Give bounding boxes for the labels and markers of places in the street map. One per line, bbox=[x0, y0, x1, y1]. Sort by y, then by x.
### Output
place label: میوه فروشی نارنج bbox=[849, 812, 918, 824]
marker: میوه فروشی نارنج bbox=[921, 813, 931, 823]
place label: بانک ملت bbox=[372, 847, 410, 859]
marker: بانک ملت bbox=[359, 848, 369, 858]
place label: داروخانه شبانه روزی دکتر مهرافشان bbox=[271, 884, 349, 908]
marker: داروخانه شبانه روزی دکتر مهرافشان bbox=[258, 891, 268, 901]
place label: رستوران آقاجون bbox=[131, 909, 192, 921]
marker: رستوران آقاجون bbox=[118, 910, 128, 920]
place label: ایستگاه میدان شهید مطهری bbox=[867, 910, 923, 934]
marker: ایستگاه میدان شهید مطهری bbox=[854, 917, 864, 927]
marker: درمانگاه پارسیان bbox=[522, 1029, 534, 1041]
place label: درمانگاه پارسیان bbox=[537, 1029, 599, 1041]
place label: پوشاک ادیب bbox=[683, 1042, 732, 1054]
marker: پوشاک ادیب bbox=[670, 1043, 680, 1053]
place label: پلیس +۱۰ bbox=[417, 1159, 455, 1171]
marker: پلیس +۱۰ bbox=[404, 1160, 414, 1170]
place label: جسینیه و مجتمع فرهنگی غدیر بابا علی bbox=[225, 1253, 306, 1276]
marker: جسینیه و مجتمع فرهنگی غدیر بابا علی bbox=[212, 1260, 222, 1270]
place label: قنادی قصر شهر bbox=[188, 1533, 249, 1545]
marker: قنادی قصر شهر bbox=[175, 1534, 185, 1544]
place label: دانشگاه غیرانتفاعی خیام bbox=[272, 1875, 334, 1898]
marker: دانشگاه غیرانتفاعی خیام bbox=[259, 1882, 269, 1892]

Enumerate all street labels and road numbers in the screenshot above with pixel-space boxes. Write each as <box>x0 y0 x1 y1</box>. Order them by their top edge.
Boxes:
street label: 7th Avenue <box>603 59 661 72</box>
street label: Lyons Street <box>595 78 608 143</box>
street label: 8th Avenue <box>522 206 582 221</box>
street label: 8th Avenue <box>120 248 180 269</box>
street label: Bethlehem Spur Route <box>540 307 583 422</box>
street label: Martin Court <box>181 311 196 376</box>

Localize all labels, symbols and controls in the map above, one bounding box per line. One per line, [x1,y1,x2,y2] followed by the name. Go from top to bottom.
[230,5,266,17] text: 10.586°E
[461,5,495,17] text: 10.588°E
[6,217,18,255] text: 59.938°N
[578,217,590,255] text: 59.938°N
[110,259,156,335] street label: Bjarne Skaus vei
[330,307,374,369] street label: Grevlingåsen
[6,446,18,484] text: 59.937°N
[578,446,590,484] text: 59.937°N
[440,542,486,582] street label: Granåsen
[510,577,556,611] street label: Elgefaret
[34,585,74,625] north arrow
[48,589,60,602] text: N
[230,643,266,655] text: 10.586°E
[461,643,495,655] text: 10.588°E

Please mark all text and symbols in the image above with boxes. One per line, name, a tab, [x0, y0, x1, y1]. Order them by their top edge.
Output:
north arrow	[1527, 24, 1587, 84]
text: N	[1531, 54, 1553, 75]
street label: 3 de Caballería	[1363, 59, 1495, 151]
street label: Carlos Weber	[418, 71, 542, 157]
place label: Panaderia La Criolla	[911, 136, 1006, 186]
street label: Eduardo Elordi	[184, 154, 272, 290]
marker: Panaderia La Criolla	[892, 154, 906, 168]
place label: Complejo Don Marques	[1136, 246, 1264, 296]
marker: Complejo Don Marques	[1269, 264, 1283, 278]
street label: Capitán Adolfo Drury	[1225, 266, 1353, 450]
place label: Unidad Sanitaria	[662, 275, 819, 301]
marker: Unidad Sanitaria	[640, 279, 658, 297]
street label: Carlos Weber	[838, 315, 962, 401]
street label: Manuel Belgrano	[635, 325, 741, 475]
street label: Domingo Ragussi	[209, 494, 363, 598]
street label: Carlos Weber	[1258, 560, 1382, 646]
------------------------------------
» **What is being asked**: Say the number of lines in the entries that have the string "their", and only that.

» **Reply**: 2